In a next piece I want to write about how climate anxiety inflects these other forms of trauma for communities affected most by climate change, but in this Scientific American essay I really wanted to focus on sounding an alarm. While I still firmly believe that people with privilege deserve and need help coping with climate anxiety— after all, white people have a role to play in the future of the planet, and they too need to be existentially resourced and thriving — I want to be sure their angst is directed toward solidarity with justice movements, and not seduced by white supremacist solutions to climate change.
Climate anxiety among white people can go one of two ways — toward recognizing that climate change comes from and exacerbates racism, and so therefore addressing one will require addressing the other. Or, climate anxiety can lead toward fear and othering. I wrote about the way environmental feelings (especially the affect of disgust) can lead to scapegoating black and brown bodies in my first book, The Ecological Other. This essay in Sci Am brings the ideas of the two books together— we can’t respond to climate anxiety by clamping down borders, restricting reproductive rights (of black and brown women), and treating some people as more worthy of the planet’s precious resources than others. If racism is at the root of the climate crisis, then more racism doesn’t fix it, it exacerbates it.

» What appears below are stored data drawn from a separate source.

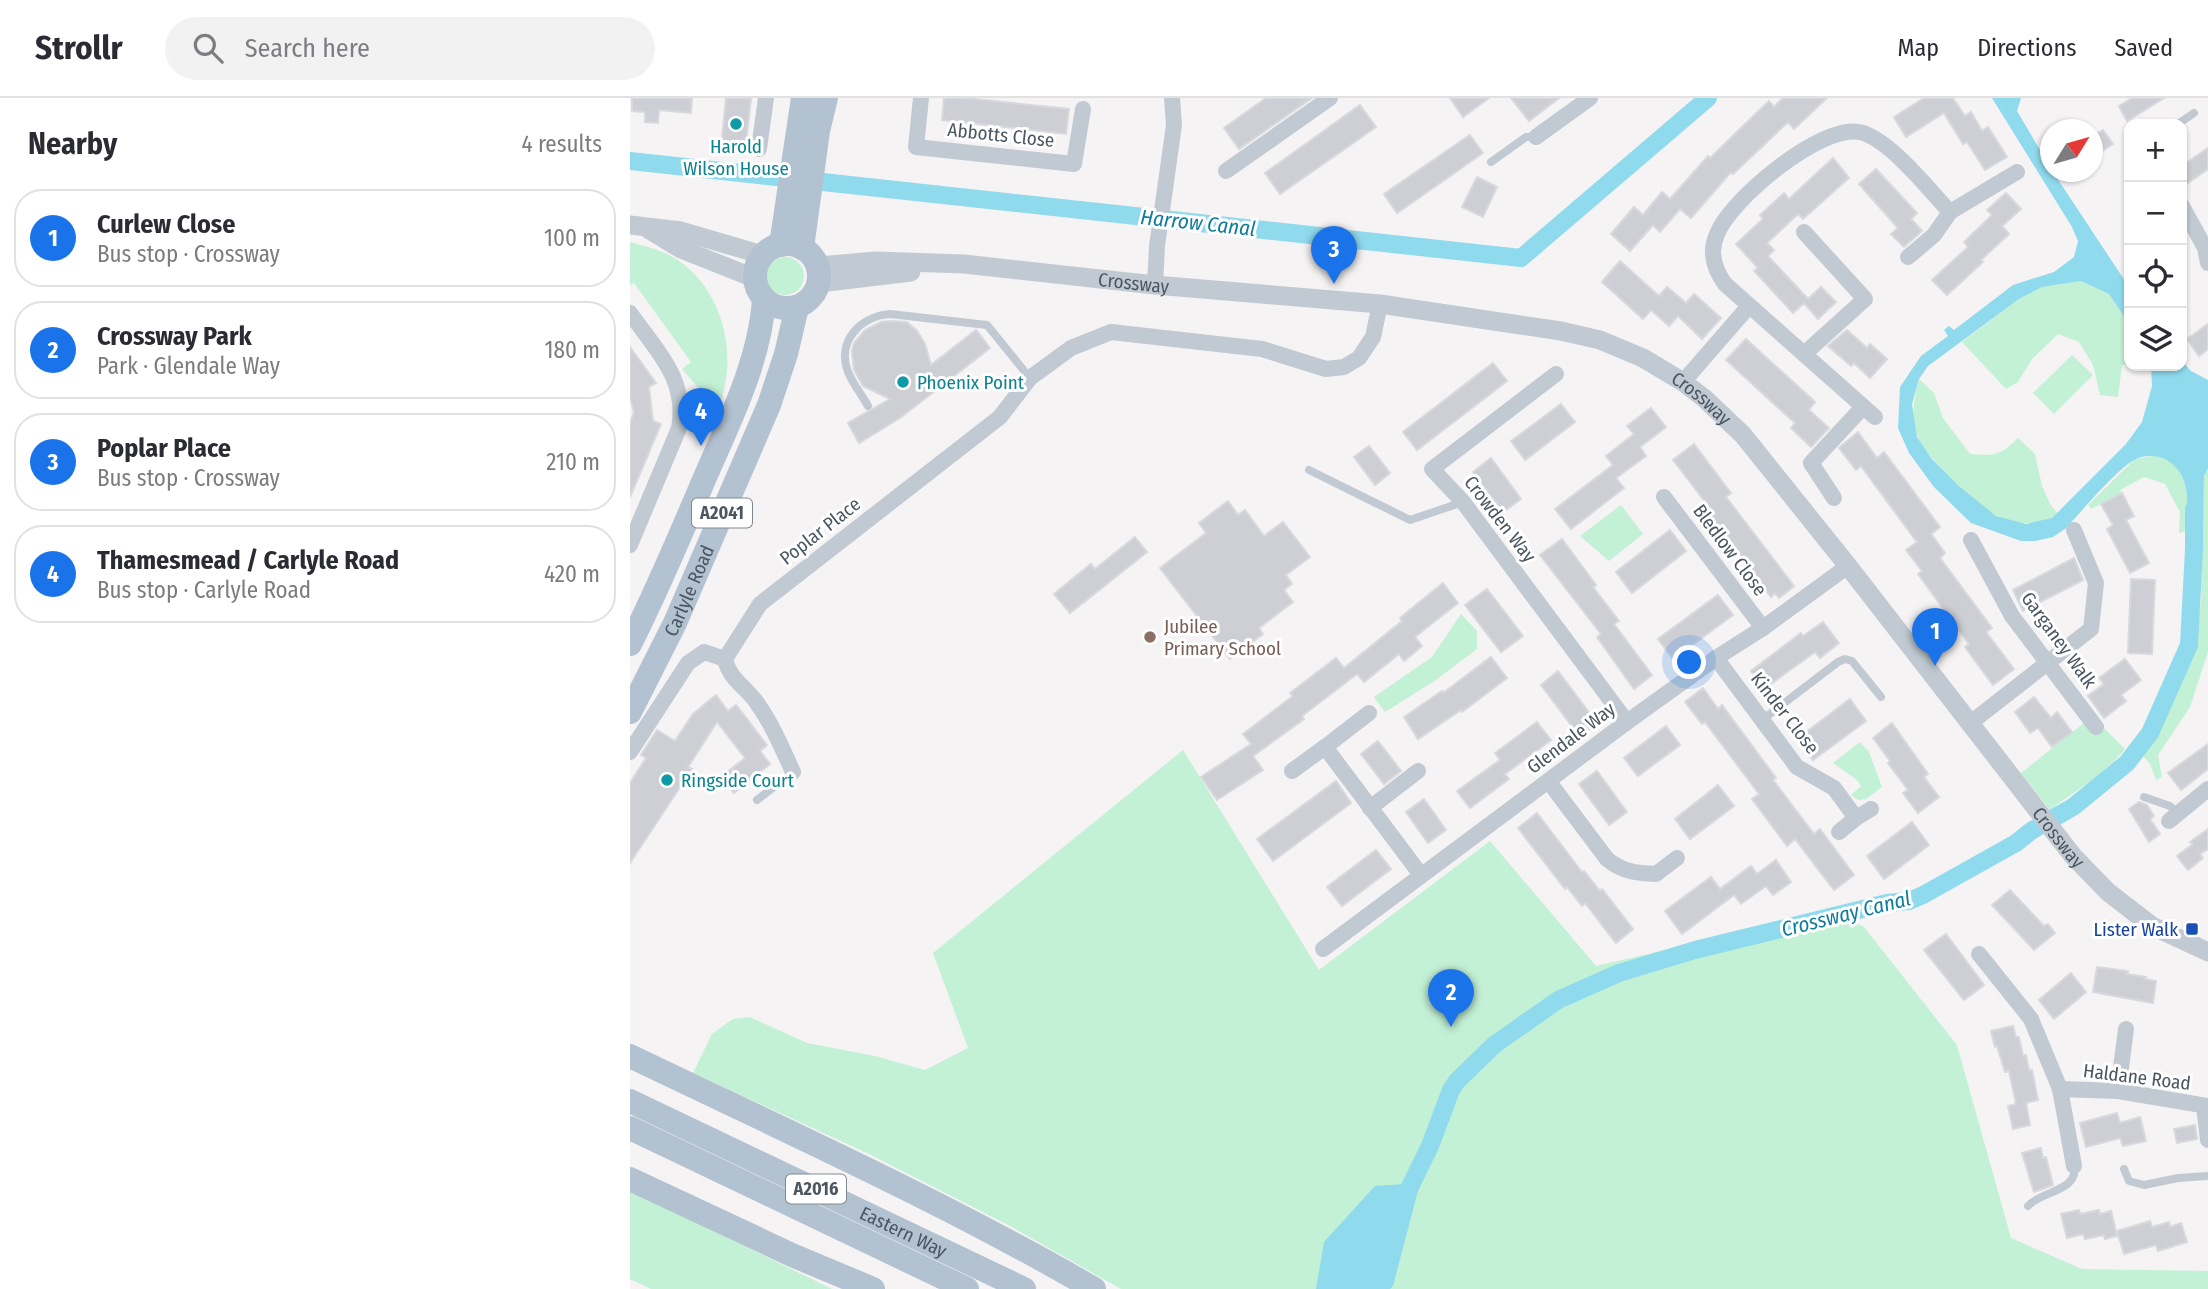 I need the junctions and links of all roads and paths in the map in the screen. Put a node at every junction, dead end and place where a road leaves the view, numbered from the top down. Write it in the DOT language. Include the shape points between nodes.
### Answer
graph roads {
  1 [pos="765,98"];
  2 [pos="803,98"];
  3 [pos="826,98"];
  4 [pos="921,98"];
  5 [pos="1172,98"];
  6 [pos="1330,98"];
  7 [pos="1590,98"];
  8 [pos="1083,109"];
  9 [pos="2194,113"];
  10 [pos="2185,119"];
  11 [pos="808,128"];
  12 [pos="1536,137"];
  13 [pos="759,149"];
  14 [pos="1491,162"];
  15 [pos="1226,171"];
  16 [pos="2017,172"];
  17 [pos="1950,212"];
  18 [pos="2187,215"];
  19 [pos="635,225"];
  20 [pos="1804,232"];
  21 [pos="1908,257"];
  22 [pos="796,259"];
  23 [pos="2208,261"];
  24 [pos="1155,285"];
  25 [pos="759,289"];
  26 [pos="1380,304"];
  27 [pos="1749,306"];
  28 [pos="797,307"];
  29 [pos="630,313"];
  30 [pos="1804,354"];
  31 [pos="1556,374"];
  32 [pos="1030,378"];
  33 [pos="1683,382"];
  34 [pos="868,406"];
  35 [pos="1309,470"];
  36 [pos="1664,497"];
  37 [pos="1834,498"];
  38 [pos="1463,502"];
  39 [pos="2074,530"];
  40 [pos="1971,540"];
  41 [pos="630,545"];
  42 [pos="1848,566"];
  43 [pos="1763,628"];
  44 [pos="630,644"];
  45 [pos="1716,658"];
  46 [pos="724,659"];
  47 [pos="2048,663"];
  48 [pos="1881,697"];
  49 [pos="630,712"];
  50 [pos="1369,713"];
  51 [pos="1762,720"];
  52 [pos="1627,722"];
  53 [pos="1969,724"];
  54 [pos="2096,727"];
  55 [pos="1325,747"];
  56 [pos="630,752"];
  57 [pos="1293,771"];
  58 [pos="1418,771"];
  59 [pos="793,772"];
  60 [pos="1549,782"];
  61 [pos="2208,791"];
  62 [pos="2144,797"];
  63 [pos="757,800"];
  64 [pos="1370,808"];
  65 [pos="1871,809"];
  66 [pos="2173,817"];
  67 [pos="1856,818"];
  68 [pos="1839,832"];
  69 [pos="1677,858"];
  70 [pos="1421,875"];
  71 [pos="1323,948"];
  72 [pos="2208,952"];
  73 [pos="1979,954"];
  74 [pos="2126,1029"];
  75 [pos="630,1056"];
  76 [pos="2060,1089"];
  77 [pos="2118,1091"];
  78 [pos="630,1101"];
  79 [pos="2206,1106"];
  80 [pos="630,1128"];
  81 [pos="2208,1140"];
  82 [pos="2074,1167"];
  83 [pos="2124,1169"];
  84 [pos="2208,1176"];
  85 [pos="630,1179"];
  86 [pos="2028,1206"];
  87 [pos="873,1289"];
  88 [pos="967,1289"];
  89 [pos="1024,1289"];
  90 [pos="1094,1289"];
  1 -- 13 [label="street"];
  2 -- 11 [label="main road, A2041"];
  3 -- 11 [label="main road, A2041"];
  4 -- 8 [label="street, Abbotts Close" via="916,147 1074,164"];
  5 -- 24 [label="street" via="1174,125"];
  6 -- 15 [label="street"];
  7 -- 12 [label="street"];
  9 -- 10 [label="lane"];
  11 -- 22 [label="main road, A2041"];
  12 -- 14 [label="lane" via="1526,137"];
  16 -- 17 [label="street"];
  17 -- 21 [label="street" via="1934,235"];
  17 -- 27 [label="street" via="1879,140 1859,132 1839,132 1768,176 1735,208 1717,234 1713,251 1716,269"];
  18 -- 23 [label="street" via="2206,248"];
  19 -- 22 [label="street" via="681,231"];
  19 -- 25 [label="street"];
  20 -- 30 [label="street" via="1865,299"];
  22 -- 24 [label="street, Crossway" via="964,264"];
  22 -- 25 [label="main road, A2041" via="756,267"];
  22 -- 28 [label="main road, A2041" via="810,300"];
  24 -- 26 [label="street, Crossway"];
  25 -- 28 [label="main road" via="779,307"];
  25 -- 44 [label="main road, Carlyle Road / A2041" via="763,318 747,376"];
  26 -- 32 [label="street, Poplar Place" via="1373,337 1359,358 1344,367 1326,369 1262,349 1111,332 1072,348"];
  26 -- 33 [label="street, Crossway" via="1600,341 1643,358"];
  27 -- 30 [label="street"];
  27 -- 33 [label="street"];
  28 -- 49 [label="main road, Carlyle Road / A2041" via="769,405 675,623"];
  29 -- 41 [label="street" via="678,385 681,415"];
  30 -- 37 [label="street" via="1869,412 1811,463"];
  31 -- 38 [label="street, Crowden Way" via="1432,469"];
  32 -- 34 [label="lane" via="987,325 877,314 852,333 846,352 849,373"];
  32 -- 46 [label="street, Poplar Place" via="1000,417 760,604"];
  33 -- 42 [label="street, Crossway" via="1743,435"];
  35 -- 38 [label="lane" via="1410,520"];
  36 -- 43 [label="street, Bledlow Close"];
  38 -- 52 [label="street, Crowden Way"];
  39 -- 47 [label="street" via="2096,583 2091,629"];
  40 -- 47 [label="street, Garganey Walk" via="2012,616"];
  42 -- 43 [label="street, Glendale Way"];
  42 -- 53 [label="street, Crossway"];
  43 -- 45 [label="street, Glendale Way"];
  45 -- 51 [label="street, Kinder Close"];
  45 -- 52 [label="street, Glendale Way"];
  46 -- 56 [label="street" via="704,652 688,663"];
  46 -- 59 [label="street" via="727,671 766,716"];
  47 -- 53 [label="street"];
  47 -- 54 [label="street, Garganey Walk"];
  48 -- 51 [label="lane" via="1852,661 1845,659"];
  50 -- 55 [label="street"];
  51 -- 67 [label="street, Kinder Close" via="1797,767 1834,788"];
  52 -- 60 [label="street, Glendale Way"];
  53 -- 72 [label="street, Crossway" via="2073,856 2108,892 2152,926"];
  55 -- 57 [label="street"];
  55 -- 64 [label="street"];
  58 -- 64 [label="street"];
  59 -- 63 [label="lane"];
  60 -- 69 [label="street" via="1616,867 1657,874"];
  60 -- 70 [label="street, Glendale Way"];
  61 -- 66 [label="street"];
  62 -- 66 [label="lane" via="2170,806"];
  64 -- 70 [label="street"];
  65 -- 67 [label="street"];
  67 -- 68 [label="street"];
  70 -- 71 [label="street, Glendale Way"];
  73 -- 76 [label="street, Haldane Road" via="2031,1019"];
  74 -- 77 [label="street"];
  75 -- 90 [label="main road" via="975,1222"];
  76 -- 77 [label="street, Haldane Road"];
  76 -- 82 [label="street, Haldane Road"];
  77 -- 79 [label="street, Haldane Road"];
  78 -- 89 [label="main road, Eastern Way / A2016"];
  79 -- 81 [label="street"];
  80 -- 88 [label="main road, Eastern Way / A2016"];
  82 -- 86 [label="lane" via="2071,1182"];
  83 -- 84 [label="lane" via="2129,1181 2144,1185"];
  85 -- 87 [label="main road"];
}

With the El Paso and Christchurch mass shootings of 2019, the unprecedented Black Lives Matter protests of 2020 in the wake of yet more murder of black people (George Floyd and Breonna Taylor) at the hands of police, the right-wing response to the 2020 election, and the January 6, 2021 insurrection at the Capital, it is more incumbent than ever that the environmental community reckon with the racial dimensions of its work and motives. After all, eco-fascism has a long history, especially in the United States.
Environmentalists may not see themselves as racist, but even claiming global warming as the greatest threat of “our” time lands insensitively on the ears of people who might say otherwise. Worse, rather than being a strictly leftist issue, climate change urgency and alarmism can easily be co-opted by right-wing extremists to justify authoritarianism, nativism, isolationism, and harm toward “ecological others.”
We need to tend to white people’s big environmental feelings, not just because we need white people to keep fighting for the climate, but also because we want those efforts enlisted for climate justice. While goo-gobs of resources have started to mobilize to help white people cope with their big climate feelings, we must also be sure that as much is being done to make the climate movement an anti-racist one as well.
The past year has brought this point into even starker relief than it ever had been for me. So I call on the climate anxious to lean into the big feelings with more determination than ever to see the liberation and fates of all life— human and non-human— as bound together.
Right? Yes! Sarah Jaquette Ray is an inspiration in this space. I’d love to hear your thoughts, especially if you’re outside of the United States. How do these ideas about racism and eco-anxiety connect with conversations where you are?